Could you filter the data below down to the lines that hold the word "highway"?

# Exercise input:
----
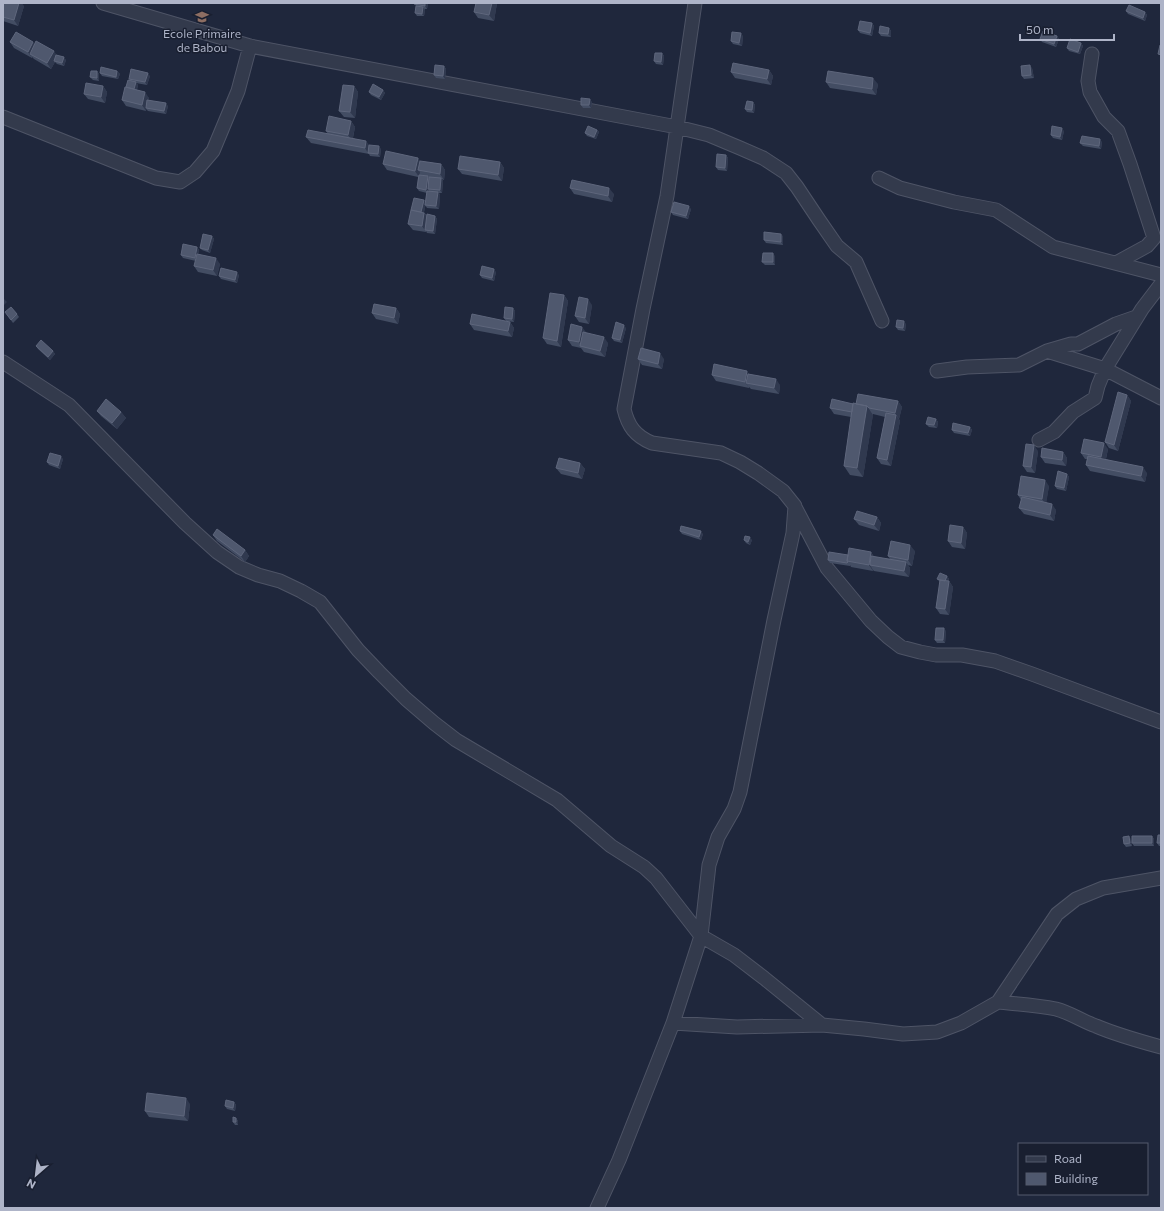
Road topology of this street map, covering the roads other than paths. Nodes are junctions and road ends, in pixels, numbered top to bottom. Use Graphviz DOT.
graph roads {
  1 [pos="103,3"];
  2 [pos="695,3"];
  3 [pos="250,46"];
  4 [pos="1092,54"];
  5 [pos="3,116"];
  6 [pos="677,128"];
  7 [pos="878,178"];
  8 [pos="1116,264"];
  9 [pos="1161,275"];
  10 [pos="1161,284"];
  11 [pos="1136,317"];
  12 [pos="882,321"];
  13 [pos="1047,351"];
  14 [pos="3,362"];
  15 [pos="1104,369"];
  16 [pos="937,371"];
  17 [pos="1161,398"];
  18 [pos="1039,440"];
  19 [pos="795,506"];
  20 [pos="1161,722"];
  21 [pos="1161,878"];
  22 [pos="701,936"];
  23 [pos="998,1002"];
  24 [pos="673,1023"];
  25 [pos="822,1025"];
  26 [pos="1161,1047"];
  27 [pos="597,1208"];
  1 -- 3 [label="street"];
  2 -- 6 [label="street"];
  3 -- 5 [label="street"];
  3 -- 6 [label="street"];
  4 -- 8 [label="street"];
  6 -- 12 [label="street"];
  6 -- 19 [label="street"];
  7 -- 8 [label="street"];
  8 -- 9 [label="street"];
  10 -- 11 [label="street"];
  11 -- 13 [label="street"];
  11 -- 15 [label="street"];
  13 -- 15 [label="street"];
  13 -- 16 [label="street"];
  14 -- 22 [label="street"];
  15 -- 17 [label="street"];
  15 -- 18 [label="street"];
  19 -- 20 [label="street"];
  19 -- 22 [label="street"];
  21 -- 23 [label="street"];
  22 -- 24 [label="street"];
  22 -- 25 [label="street"];
  23 -- 25 [label="street"];
  23 -- 26 [label="street"];
  24 -- 25 [label="street"];
  24 -- 27 [label="street"];
}
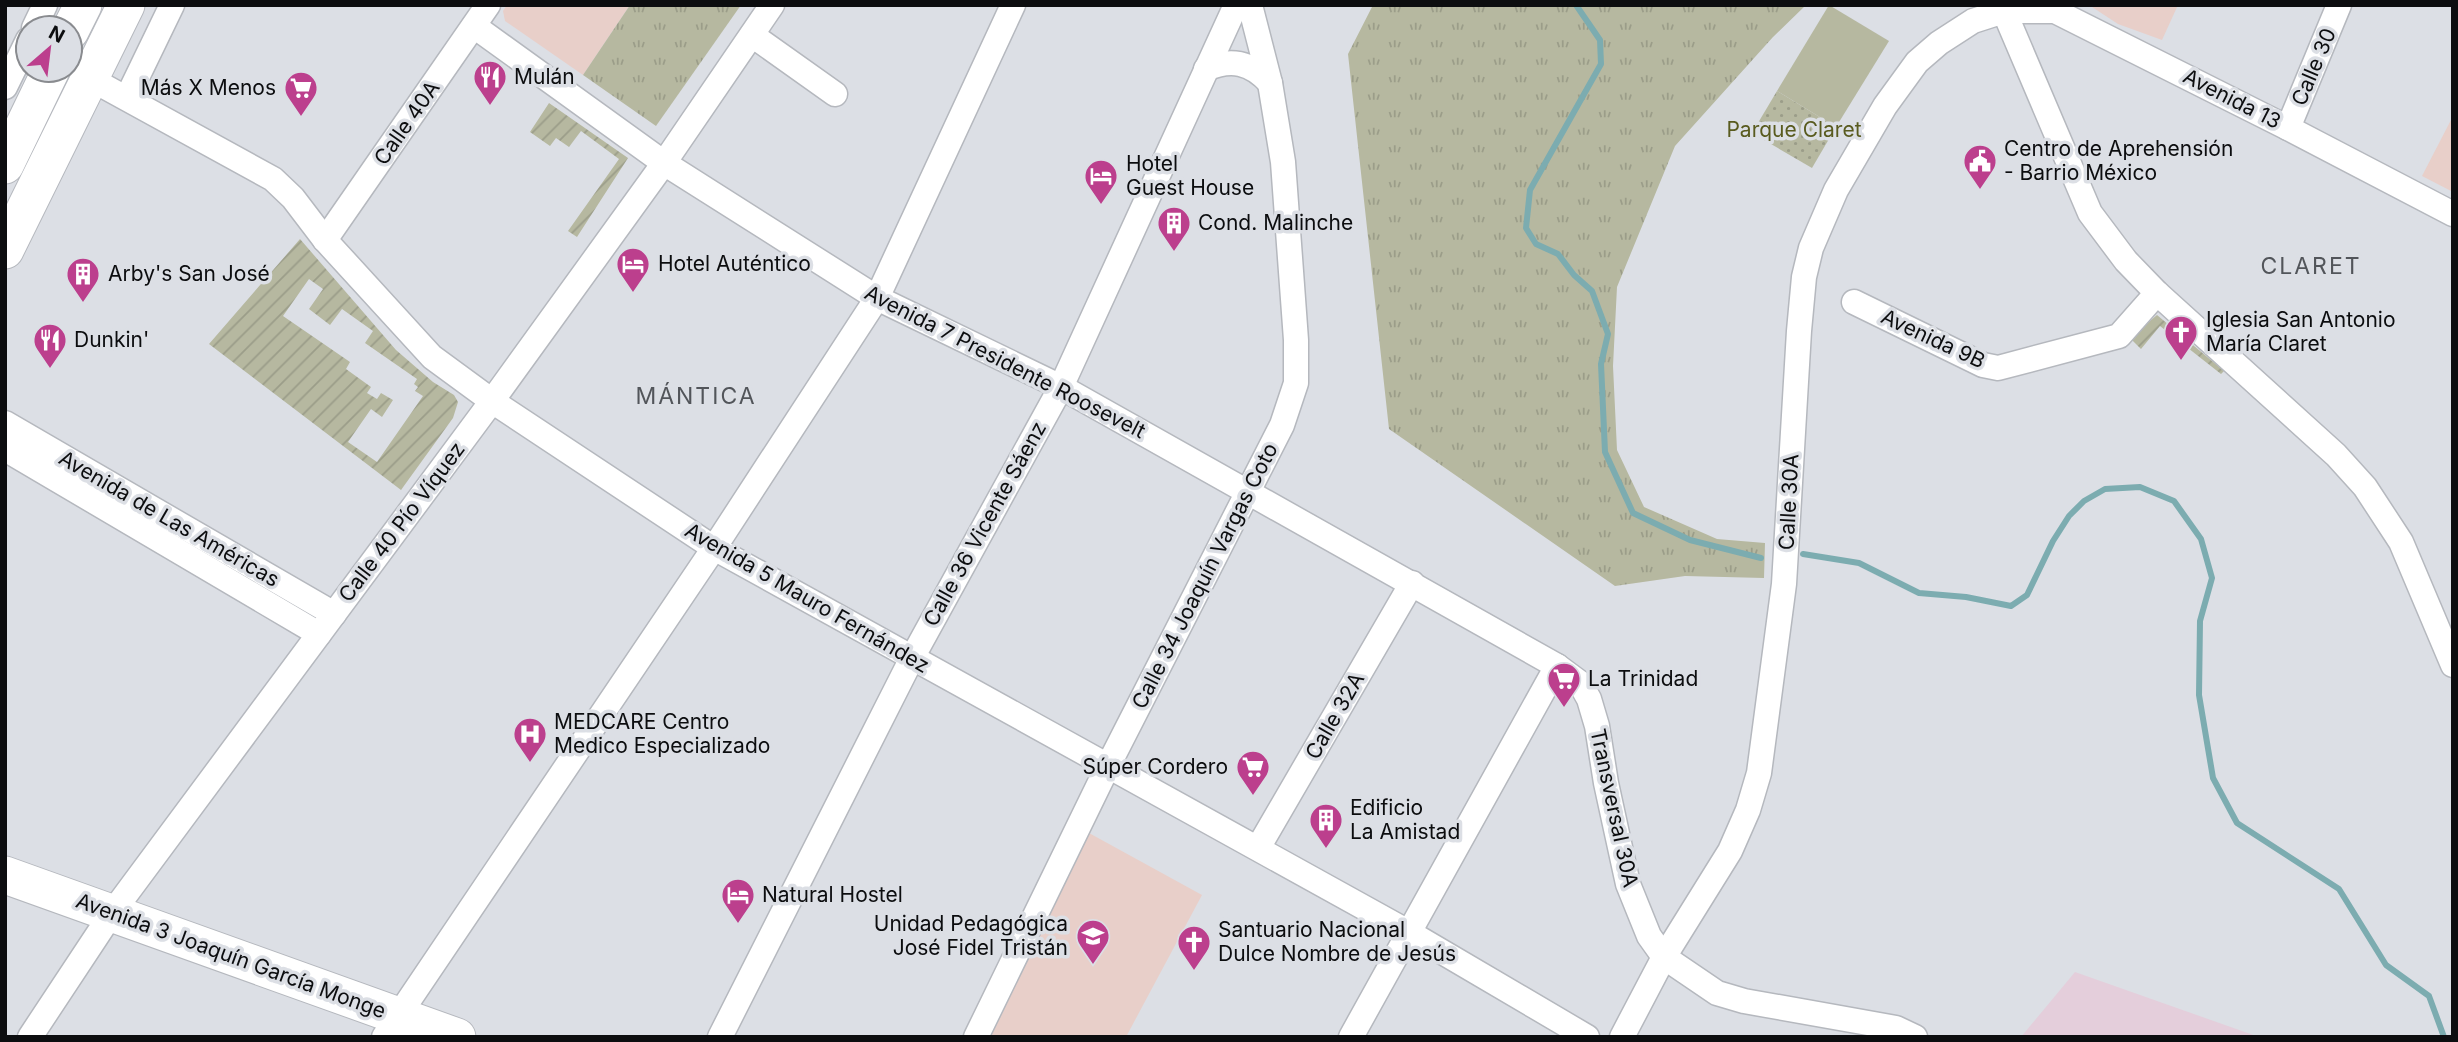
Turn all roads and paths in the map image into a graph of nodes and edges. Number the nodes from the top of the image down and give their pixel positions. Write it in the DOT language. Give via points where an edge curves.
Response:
graph roads {
  1 [pos="127,5"];
  2 [pos="172,5"];
  3 [pos="488,5"];
  4 [pos="772,5"];
  5 [pos="1013,5"];
  6 [pos="2339,5"];
  7 [pos="1249,8"];
  8 [pos="2052,8"];
  9 [pos="2004,11"];
  10 [pos="474,26"];
  11 [pos="752,35"];
  12 [pos="14,69"];
  13 [pos="1206,69"];
  14 [pos="89,78"];
  15 [pos="1270,83"];
  16 [pos="44,84"];
  17 [pos="5,87"];
  18 [pos="835,94"];
  19 [pos="127,98"];
  20 [pos="2288,128"];
  21 [pos="664,163"];
  22 [pos="5,165"];
  23 [pos="2453,214"];
  24 [pos="325,240"];
  25 [pos="5,250"];
  26 [pos="2157,293"];
  27 [pos="877,298"];
  28 [pos="1854,302"];
  29 [pos="1061,387"];
  30 [pos="492,401"];
  31 [pos="5,423"];
  32 [pos="5,449"];
  33 [pos="1248,491"];
  34 [pos="714,548"];
  35 [pos="1412,583"];
  36 [pos="334,614"];
  37 [pos="318,634"];
  38 [pos="912,658"];
  39 [pos="2453,665"];
  40 [pos="1557,666"];
  41 [pos="1108,766"];
  42 [pos="1258,848"];
  43 [pos="5,875"];
  44 [pos="112,913"];
  45 [pos="1410,933"];
  46 [pos="1664,957"];
  47 [pos="391,1026"];
  48 [pos="30,1037"];
  49 [pos="457,1037"];
  50 [pos="720,1037"];
  51 [pos="976,1037"];
  52 [pos="1351,1037"];
  53 [pos="1587,1037"];
  54 [pos="1622,1037"];
  55 [pos="1915,1037"];
  1 -- 14 [label="highway"];
  2 -- 19 [label="street"];
  3 -- 10 [label="street, Calle 40A"];
  4 -- 11 [label="street, Calle 40 Pío Víquez"];
  5 -- 27 [label="street"];
  6 -- 20 [label="street, Calle 30"];
  7 -- 13 [label="street, Calle 36 Vicente Sáenz"];
  7 -- 15 [label="street, Calle 34 Joaquín Vargas Coto"];
  8 -- 9 [label="street, Avenida 13"];
  8 -- 20 [label="street, Avenida 13"];
  9 -- 26 [label="street" via="2090,213"];
  9 -- 46 [label="street, Calle 30A" via="1973,21 1917,62 1885,106 1836,190 1811,248 1799,331 1784,584 1759,773 1730,851"];
  10 -- 21 [label="street, Avenida 7 Presidente Roosevelt"];
  10 -- 24 [label="street, Calle 40A"];
  11 -- 18 [label="street"];
  11 -- 21 [label="street, Calle 40 Pío Víquez"];
  12 -- 17 [label="street"];
  13 -- 15 [label="street" via="1219,63 1248,65"];
  13 -- 29 [label="street, Calle 36 Vicente Sáenz"];
  14 -- 19 [label="street, Avenida 5 Mauro Fernández"];
  14 -- 25 [label="highway"];
  15 -- 33 [label="street, Calle 34 Joaquín Vargas Coto" via="1283,162 1296,383 1282,425"];
  16 -- 22 [label="highway"];
  19 -- 24 [label="street, Avenida 5 Mauro Fernández" via="273,179"];
  20 -- 23 [label="street, Avenida 13"];
  21 -- 27 [label="street, Avenida 7 Presidente Roosevelt"];
  21 -- 30 [label="street, Calle 40 Pío Víquez"];
  24 -- 30 [label="street, Avenida 5 Mauro Fernández" via="432,357"];
  26 -- 28 [label="street, Avenida 9B" via="2119,337 1998,368 1983,365"];
  26 -- 39 [label="street" via="2336,455 2365,487 2401,542"];
  27 -- 29 [label="street, Avenida 7 Presidente Roosevelt"];
  27 -- 34 [label="street"];
  29 -- 33 [label="street, Avenida 7 Presidente Roosevelt"];
  29 -- 38 [label="street, Calle 36 Vicente Sáenz"];
  30 -- 34 [label="street, Avenida 5 Mauro Fernández"];
  30 -- 36 [label="street, Calle 40 Pío Víquez"];
  31 -- 36 [label="street, Avenida de Las Américas"];
  32 -- 37 [label="street, Avenida de Las Américas" via="172,555"];
  33 -- 35 [label="street, Avenida 7 Presidente Roosevelt"];
  33 -- 41 [label="street, Calle 34 Joaquín Vargas Coto"];
  34 -- 38 [label="street, Avenida 5 Mauro Fernández"];
  34 -- 47 [label="street"];
  35 -- 40 [label="street, Avenida 7 Presidente Roosevelt"];
  35 -- 42 [label="street, Calle 32A"];
  36 -- 37 [label="street, Calle 40 Pío Víquez"];
  37 -- 44 [label="street, Calle 40 Pío Víquez"];
  38 -- 41 [label="street, Avenida 5 Mauro Fernández"];
  38 -- 50 [label="street, Calle 36 Vicente Sáenz"];
  40 -- 45 [label="street"];
  40 -- 46 [label="street, Transversal 30A" via="1580,683 1589,699 1628,884 1649,936"];
  41 -- 42 [label="street, Avenida 5 Mauro Fernández"];
  41 -- 51 [label="street, Calle 34 Joaquín Vargas Coto"];
  42 -- 45 [label="street, Avenida 5 Mauro Fernández"];
  43 -- 44 [label="highway, Avenida 3 Joaquín García Monge"];
  44 -- 47 [label="highway, Avenida 3 Joaquín García Monge"];
  44 -- 48 [label="street, Calle 40 Pío Víquez"];
  45 -- 52 [label="street"];
  45 -- 53 [label="street, Avenida 5 Mauro Fernández"];
  46 -- 54 [label="street, Calle 30A"];
  46 -- 55 [label="street" via="1717,993 1896,1028"];
  47 -- 49 [label="highway, Avenida 3 Joaquín García Monge"];
}
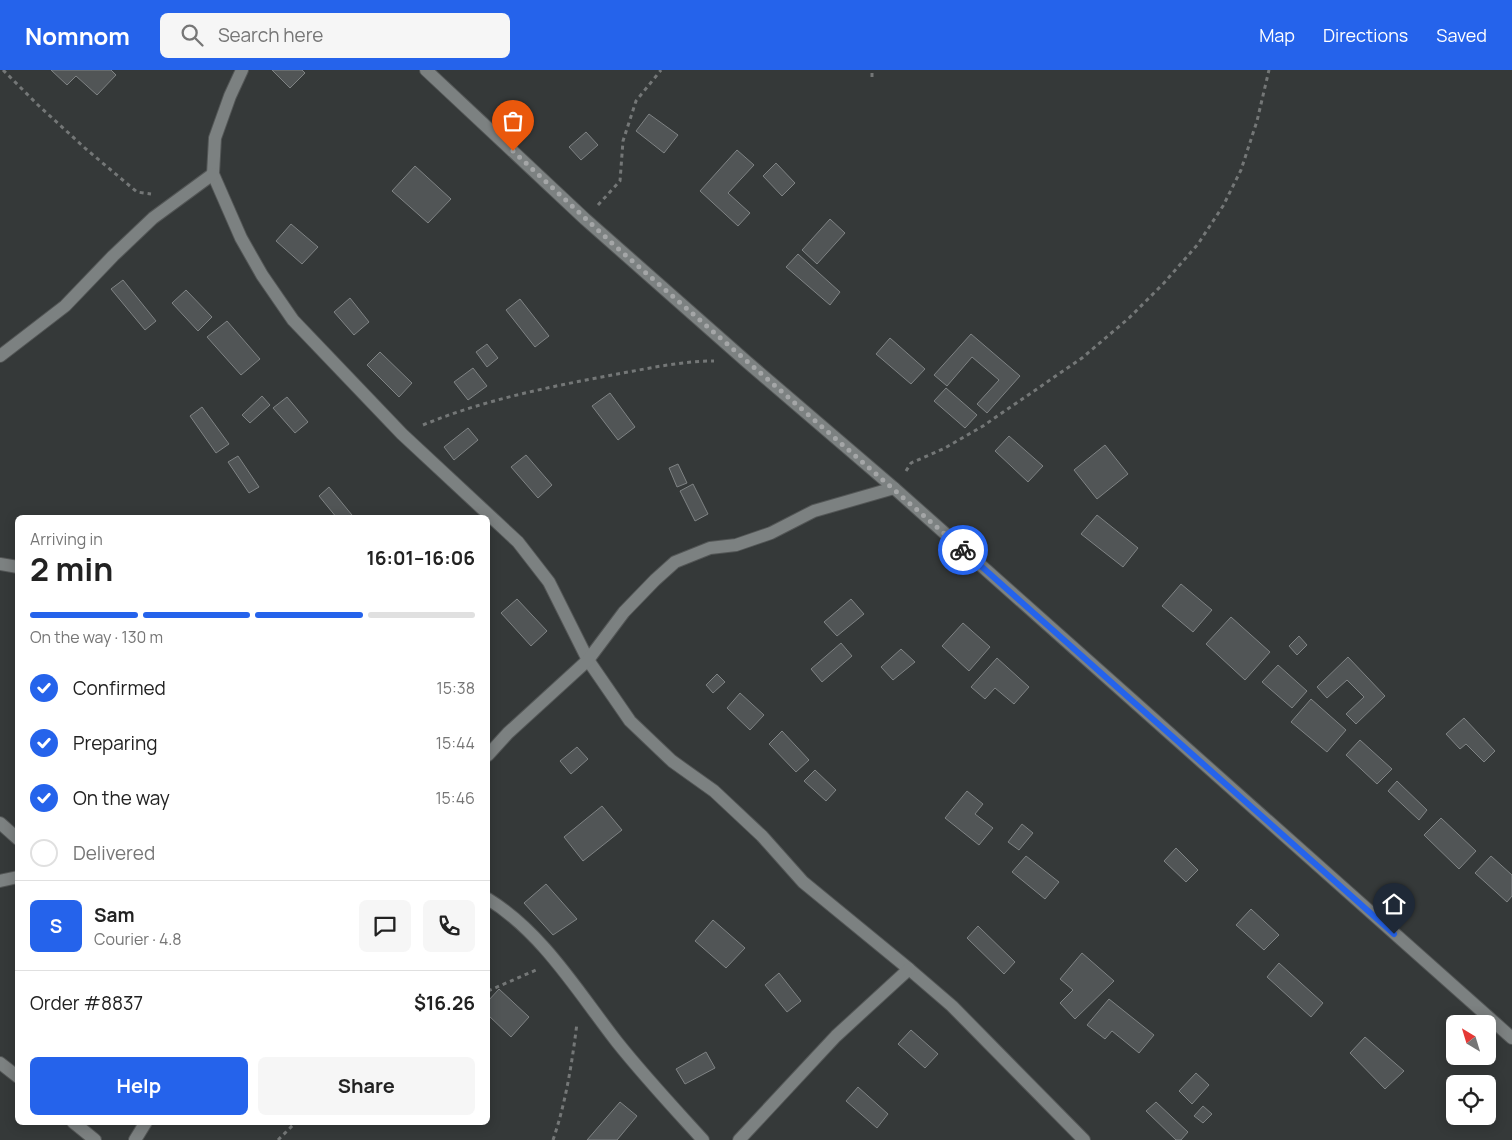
----
# Task result:
  1 -- 14 [label="highway"];
  14 -- 25 [label="highway"];
  16 -- 22 [label="highway"];
  43 -- 44 [label="highway, Avenida 3 Joaquín García Monge"];
  44 -- 47 [label="highway, Avenida 3 Joaquín García Monge"];
  47 -- 49 [label="highway, Avenida 3 Joaquín García Monge"];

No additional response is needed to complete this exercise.